Finding companies to apply to

The job market can move pretty fast. Companies expand and contract at rapid pace. The hot startup today could be laying everyone off tomorrow. The below links can help you discover companies and places to apply to. There's a whole world out there. Sometimes it takes work to find your place in it :)

  • https://employbl.com/companies - Employbl is a directory of tech companies and startups in the Bay Area. Find companies by type or location, upload your resume and find a company right for you :)

  • https://whoishiring.io/ - Most impressive job site aggregator I've ever seen in my life. Scrapes all the boards and has a map of where every company is located.

  • https://huntr.co/ - Tool for keeping your applications and search organized on a Trello-style board. they also have a chrome extension for quickly adding jobs from various sources.

  • https://breezy.hr - I used this one as a recruiter. It is actually built for HR departments but has a chrome extension and can be helpful for adding people and specific individuals you're reaching out to. This way you remember to follow up and can find like-minded people. One catch is that you need a custom email address like @your-domain.com. Signing up with your gmail account won't work.

  • https://betalist.com/jobs/collections - companies and jobs grouped by category like female led startup or decentralize all the things for blockchain related jobs.

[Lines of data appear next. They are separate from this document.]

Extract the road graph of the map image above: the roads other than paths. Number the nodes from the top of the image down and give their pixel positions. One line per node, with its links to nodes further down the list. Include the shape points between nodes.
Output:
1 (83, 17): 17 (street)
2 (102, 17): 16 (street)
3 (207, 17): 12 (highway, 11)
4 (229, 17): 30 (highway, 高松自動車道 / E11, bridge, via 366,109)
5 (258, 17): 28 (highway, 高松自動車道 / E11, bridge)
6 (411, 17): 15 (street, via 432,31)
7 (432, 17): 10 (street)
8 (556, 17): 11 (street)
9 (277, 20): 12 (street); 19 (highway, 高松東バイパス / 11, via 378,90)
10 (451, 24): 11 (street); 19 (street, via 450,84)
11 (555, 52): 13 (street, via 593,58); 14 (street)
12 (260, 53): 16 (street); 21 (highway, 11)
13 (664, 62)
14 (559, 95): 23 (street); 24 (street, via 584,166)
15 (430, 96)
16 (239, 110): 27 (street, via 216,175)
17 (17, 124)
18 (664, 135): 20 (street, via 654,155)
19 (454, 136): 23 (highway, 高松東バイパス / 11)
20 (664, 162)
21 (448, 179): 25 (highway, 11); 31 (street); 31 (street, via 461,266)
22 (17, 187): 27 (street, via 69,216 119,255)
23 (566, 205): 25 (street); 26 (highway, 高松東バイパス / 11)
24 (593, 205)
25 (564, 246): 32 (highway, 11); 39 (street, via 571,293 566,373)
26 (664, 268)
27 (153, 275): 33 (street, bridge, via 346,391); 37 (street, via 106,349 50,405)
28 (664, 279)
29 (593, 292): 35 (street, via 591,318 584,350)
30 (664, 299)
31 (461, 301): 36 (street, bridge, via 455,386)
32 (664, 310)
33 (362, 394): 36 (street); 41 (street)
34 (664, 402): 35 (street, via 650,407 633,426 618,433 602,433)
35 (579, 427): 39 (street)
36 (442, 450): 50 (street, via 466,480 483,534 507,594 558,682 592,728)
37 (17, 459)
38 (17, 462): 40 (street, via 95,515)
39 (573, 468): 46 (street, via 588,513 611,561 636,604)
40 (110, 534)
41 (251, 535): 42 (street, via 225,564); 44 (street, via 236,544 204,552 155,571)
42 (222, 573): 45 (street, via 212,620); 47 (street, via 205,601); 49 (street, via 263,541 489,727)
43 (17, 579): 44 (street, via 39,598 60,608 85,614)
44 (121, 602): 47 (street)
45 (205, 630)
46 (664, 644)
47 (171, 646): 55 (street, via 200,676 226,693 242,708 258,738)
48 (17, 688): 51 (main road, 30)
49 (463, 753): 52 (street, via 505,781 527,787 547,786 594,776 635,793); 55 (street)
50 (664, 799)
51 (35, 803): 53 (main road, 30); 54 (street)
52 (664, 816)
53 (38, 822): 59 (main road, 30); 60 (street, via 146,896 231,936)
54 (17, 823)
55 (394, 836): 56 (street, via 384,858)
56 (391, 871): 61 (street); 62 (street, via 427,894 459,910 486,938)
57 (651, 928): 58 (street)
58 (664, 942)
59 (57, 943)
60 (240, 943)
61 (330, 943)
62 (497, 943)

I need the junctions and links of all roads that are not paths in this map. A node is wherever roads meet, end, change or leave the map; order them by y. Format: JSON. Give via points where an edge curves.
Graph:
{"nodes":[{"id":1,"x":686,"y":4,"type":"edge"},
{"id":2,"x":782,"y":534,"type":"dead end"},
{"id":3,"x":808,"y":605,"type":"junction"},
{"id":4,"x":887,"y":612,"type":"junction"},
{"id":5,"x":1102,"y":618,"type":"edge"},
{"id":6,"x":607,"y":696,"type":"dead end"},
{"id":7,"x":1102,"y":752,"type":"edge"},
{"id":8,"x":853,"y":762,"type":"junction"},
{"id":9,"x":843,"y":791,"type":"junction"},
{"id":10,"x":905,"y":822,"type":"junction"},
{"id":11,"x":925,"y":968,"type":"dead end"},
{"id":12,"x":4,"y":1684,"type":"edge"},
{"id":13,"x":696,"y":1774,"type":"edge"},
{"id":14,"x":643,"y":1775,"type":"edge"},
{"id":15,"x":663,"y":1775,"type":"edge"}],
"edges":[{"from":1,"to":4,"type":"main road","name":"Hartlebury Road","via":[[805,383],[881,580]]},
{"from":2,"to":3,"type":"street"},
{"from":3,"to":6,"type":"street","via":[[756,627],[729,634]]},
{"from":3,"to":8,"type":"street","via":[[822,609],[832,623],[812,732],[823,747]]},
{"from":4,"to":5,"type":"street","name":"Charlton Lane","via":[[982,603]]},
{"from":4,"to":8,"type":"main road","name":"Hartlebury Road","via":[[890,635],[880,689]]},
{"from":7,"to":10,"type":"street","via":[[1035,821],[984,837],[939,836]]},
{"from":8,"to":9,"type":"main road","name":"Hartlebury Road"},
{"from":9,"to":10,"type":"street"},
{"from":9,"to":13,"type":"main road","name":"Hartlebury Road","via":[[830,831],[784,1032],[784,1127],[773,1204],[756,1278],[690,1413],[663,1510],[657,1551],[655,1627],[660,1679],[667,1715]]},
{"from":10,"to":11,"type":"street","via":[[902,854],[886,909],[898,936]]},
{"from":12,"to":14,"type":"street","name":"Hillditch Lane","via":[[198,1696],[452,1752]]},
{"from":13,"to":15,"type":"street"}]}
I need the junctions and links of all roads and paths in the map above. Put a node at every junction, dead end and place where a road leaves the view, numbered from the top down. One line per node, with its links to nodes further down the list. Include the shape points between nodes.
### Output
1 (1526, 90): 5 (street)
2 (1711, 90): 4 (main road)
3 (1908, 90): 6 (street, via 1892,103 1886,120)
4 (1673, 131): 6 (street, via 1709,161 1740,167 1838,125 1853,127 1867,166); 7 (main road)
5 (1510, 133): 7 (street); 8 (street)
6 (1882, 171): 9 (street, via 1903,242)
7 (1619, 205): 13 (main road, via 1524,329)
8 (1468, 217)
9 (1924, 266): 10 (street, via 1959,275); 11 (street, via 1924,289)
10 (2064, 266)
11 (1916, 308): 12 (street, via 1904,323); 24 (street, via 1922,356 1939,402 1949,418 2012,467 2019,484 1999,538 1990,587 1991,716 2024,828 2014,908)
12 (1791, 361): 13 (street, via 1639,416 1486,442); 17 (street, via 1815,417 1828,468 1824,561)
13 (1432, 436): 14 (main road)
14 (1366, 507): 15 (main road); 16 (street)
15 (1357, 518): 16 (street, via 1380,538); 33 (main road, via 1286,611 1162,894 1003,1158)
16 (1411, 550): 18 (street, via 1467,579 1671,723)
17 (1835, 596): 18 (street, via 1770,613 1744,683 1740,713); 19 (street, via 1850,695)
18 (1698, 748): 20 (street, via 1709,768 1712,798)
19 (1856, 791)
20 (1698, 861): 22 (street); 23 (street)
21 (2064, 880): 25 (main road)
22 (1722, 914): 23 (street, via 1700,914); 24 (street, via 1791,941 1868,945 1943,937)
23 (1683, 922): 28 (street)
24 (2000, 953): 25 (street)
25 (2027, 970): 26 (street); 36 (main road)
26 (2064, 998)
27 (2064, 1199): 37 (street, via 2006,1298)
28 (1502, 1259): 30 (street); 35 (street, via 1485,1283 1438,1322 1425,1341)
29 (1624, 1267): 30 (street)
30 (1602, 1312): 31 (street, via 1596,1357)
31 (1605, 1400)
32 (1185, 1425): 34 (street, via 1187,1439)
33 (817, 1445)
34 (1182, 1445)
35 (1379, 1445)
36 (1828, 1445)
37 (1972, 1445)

  • https://github.com/connor11528/tech-companies-and-startups - shameless plug here. I've got another repo going with companies located in downtown San Francisco. The data is available as a CSV file and includes company addresses.

Tech Internships

We've shared some notes about how to land a technical internship in the Bay Area. Tbh though I've never done an internship and the competition seems fierce. I think a lot of the same rules apply to finding internships as finding jobs, though more focus on deadlines and internship-focused positions. Looking forward to learning and sharing more about the tech internship process in the Bay Area. 📈


Originally published on employbl.com

Top comments (2)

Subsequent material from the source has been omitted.